START SOURCE INFORMATION
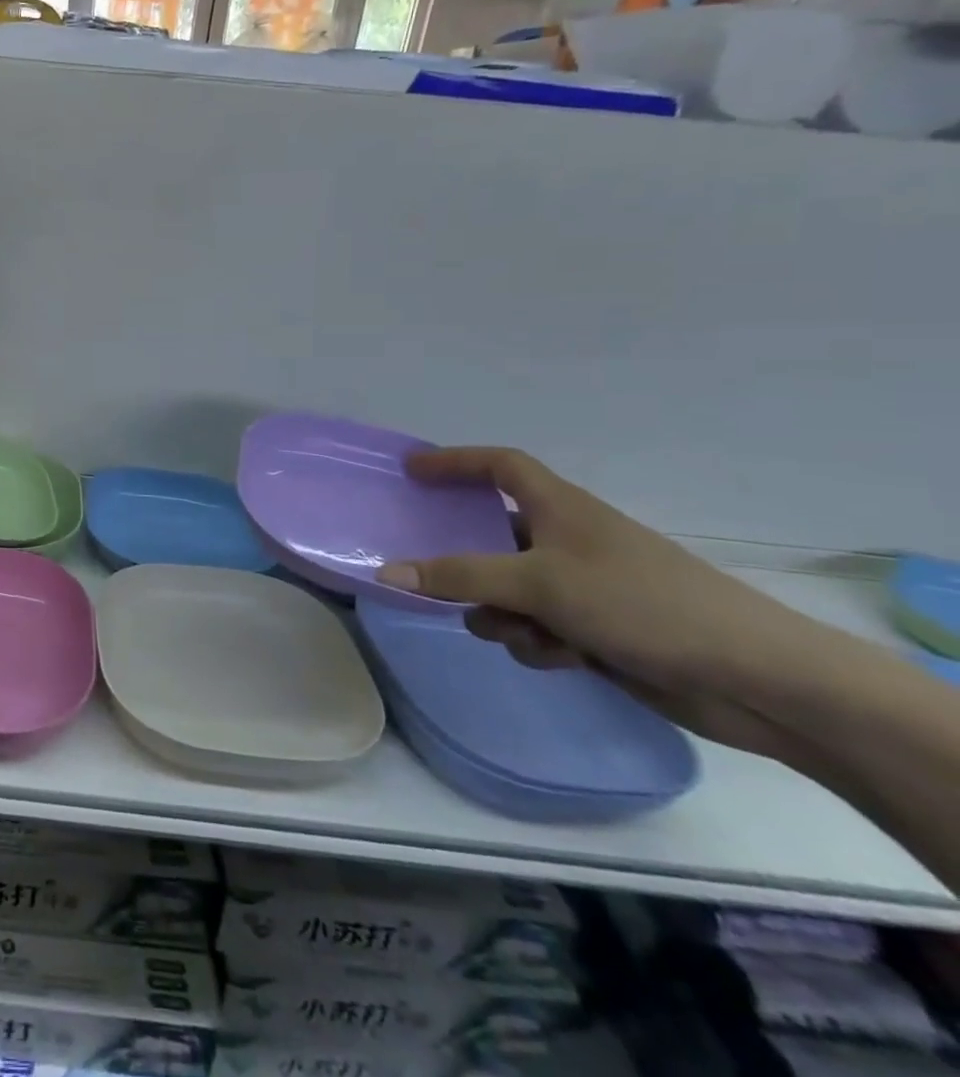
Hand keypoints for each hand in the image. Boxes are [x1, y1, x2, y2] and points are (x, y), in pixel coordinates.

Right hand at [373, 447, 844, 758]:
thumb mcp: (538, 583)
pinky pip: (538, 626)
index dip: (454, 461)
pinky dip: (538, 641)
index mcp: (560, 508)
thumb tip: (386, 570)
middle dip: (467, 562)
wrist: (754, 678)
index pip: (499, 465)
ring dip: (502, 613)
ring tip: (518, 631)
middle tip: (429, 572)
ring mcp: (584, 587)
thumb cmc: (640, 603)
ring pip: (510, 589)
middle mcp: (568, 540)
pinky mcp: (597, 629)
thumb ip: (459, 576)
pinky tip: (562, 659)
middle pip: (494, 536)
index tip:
END SOURCE INFORMATION
» WORK ORDER
Among the records above, find the lines that contain "index" and copy every one.

» RESULT BELOW
index dip: (454, 461)
index mcp: (560, 508)
index pip: (499, 465)
index tip:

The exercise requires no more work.